Investigating File Deletion from Windows File Servers - Part II
This article is the continuation of Part I, where I provided a network capture file in pcap format (file_deletion_full_trace.cap) and asked a few questions about the deletion of some files from a Windows file server:
Q1 - How many files were deleted?
Q2 - When?
Q3 - How?
Q4 - Who did it?
Q5 - From where?
First of all, let me thank those of you who submitted responses even though there was no prize. Thank you so much for sharing! Most of you, though, only included straight answers and not so much information about how you obtained them. That's OK, but if you did things differently than I'll be showing, please leave a comment with your method so we all can learn from it! There's usually more than one way to do... about everything!
OK, let's go for it. In this article I'll be addressing questions Q1 and Q2 and I'll leave the rest for a future article.
Q1 - How many files were deleted?
A quick method to find out which files were deleted through SMB is using wireshark's display filter "smb.disposition.delete_on_close==1" either in the GUI or with "tshark", wireshark's command line version. Note that I'll be showing tshark (text) output to make the post as light as possible, but you are welcome to use the same filters in the GUI if you want to follow along.
Again, using that filter:
We see that two files were marked for deletion. The way file deletion works in SMB is a two step process: first, the file is marked for deletion when closed, then, when the client closes the file the server proceeds to delete it. If we want to see the actual moment of the deletion we can show the "close" commands too:
Frame 1707 marks file 0x8004 for deletion and frame 1709 closes that file, finally provoking its deletion. The same goes for file 0x8001 on frames 2694 and 2696. Frame 1722 shows another close command for a file also identified as 0x8001, but that corresponds to a different file since file identifiers get reused after the previous file has been closed.

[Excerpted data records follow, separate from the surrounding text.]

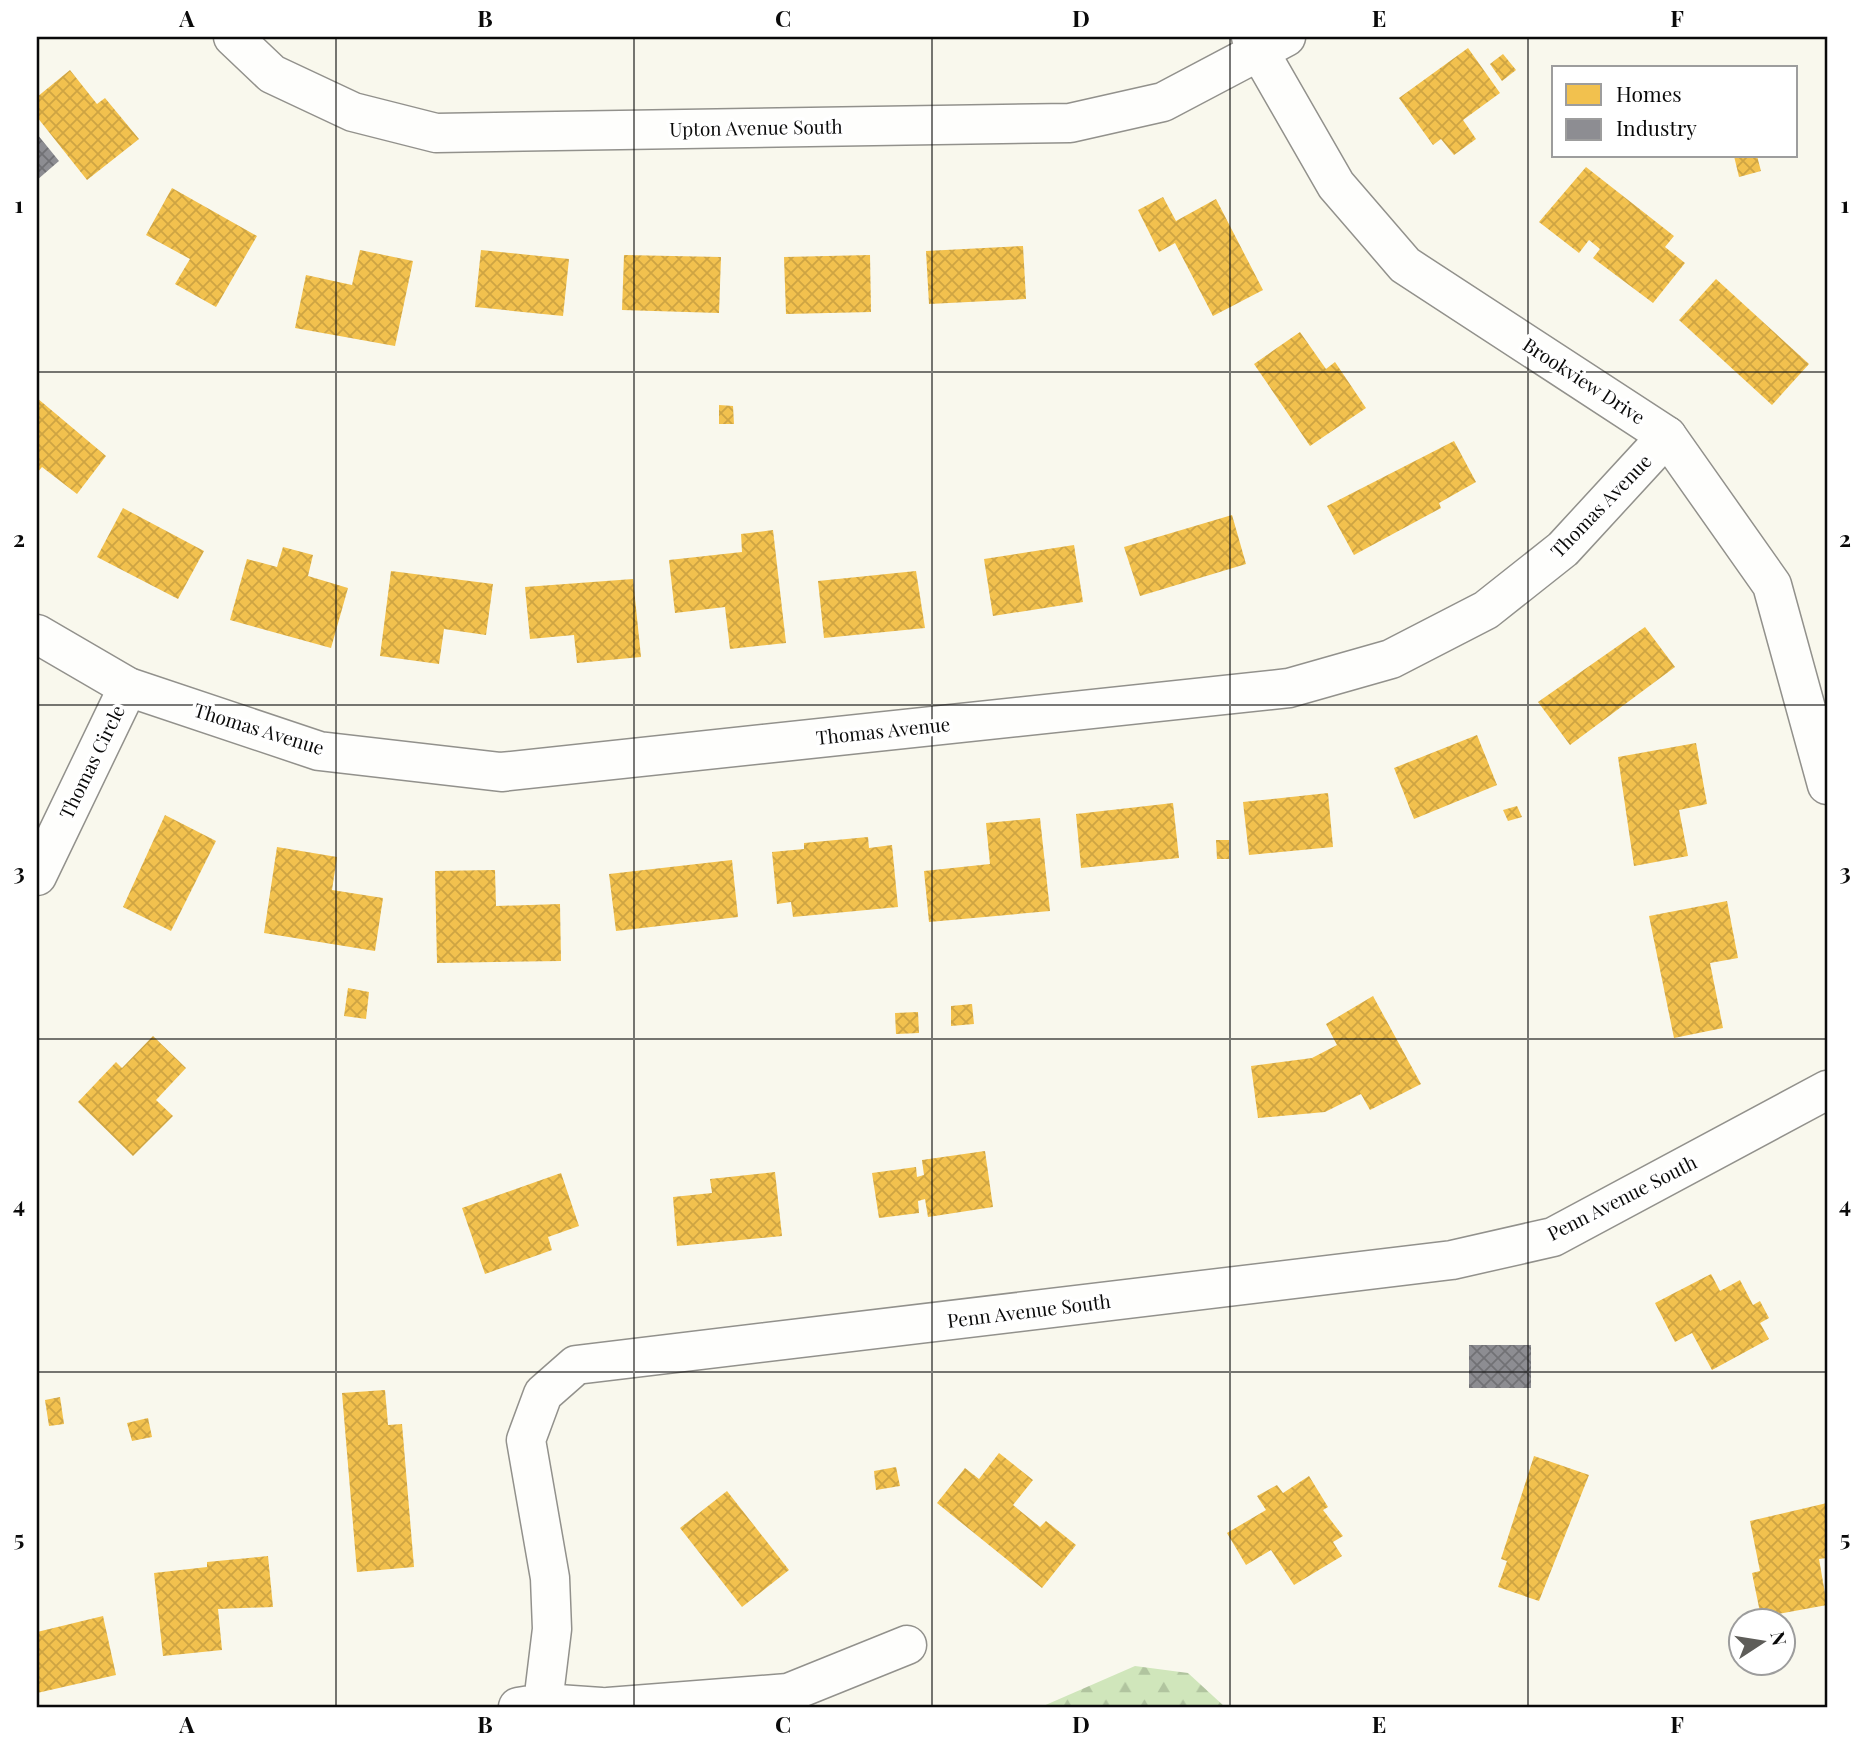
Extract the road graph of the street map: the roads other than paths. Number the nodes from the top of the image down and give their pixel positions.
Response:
1 (233, 37) edge
2 (1265, 42) edge
3 (1668, 436) junction
4 (37, 634) edge
5 (128, 687) junction
6 (1827, 785) edge
7 (37, 876) edge
8 (1827, 1090) edge
9 (907, 1645) dead end
10 (530, 1705) edge
11 (601, 1707) edge
12 (608, 1707) edge

1 - 2 street, Upton Avenue South
2 - 3 street, Brookview Drive
3 - 5 street, Thomas Avenue
3 - 6 street, Brookview Drive
4 - 5 street, Thomas Avenue
5 - 7 street, Thomas Circle
8 - 10 street, Penn Avenue South
9 - 12 street
10 - 11 street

Now we need to map those file identifiers to file names. That's easy since Wireshark can tell us if only we ask for payload decoding (option -V in tshark; output trimmed for clarity):
Combining the tree paths and the file names we obtain the full network paths of the files being deleted:
Note that although both files may have lived in the same directory in the server (that was the case in this particular case) they were accessed and deleted through different network shares (\\SERVER1\PROJECT and \\SERVER1\C$).
A question remains, though. How does Wireshark know what file name corresponds to which file identifier (FID) and network share? Hint: it's using the ID fields (Tree ID, Process ID, User ID, Multiplex ID). Yes, but how? Would you be able to verify whether Wireshark is correct by checking those fields yourself using appropriate filters without looking at Wiresharks' automatic decoding shown between square brackets? My recomendation: try it! It's fun and you'll learn a lot about SMB!
OK, Q1 solved. On to Q2.
Q2 - When?
This would seem trivial after having found all the information above. However, I don't think it is so much so. Let me explain why.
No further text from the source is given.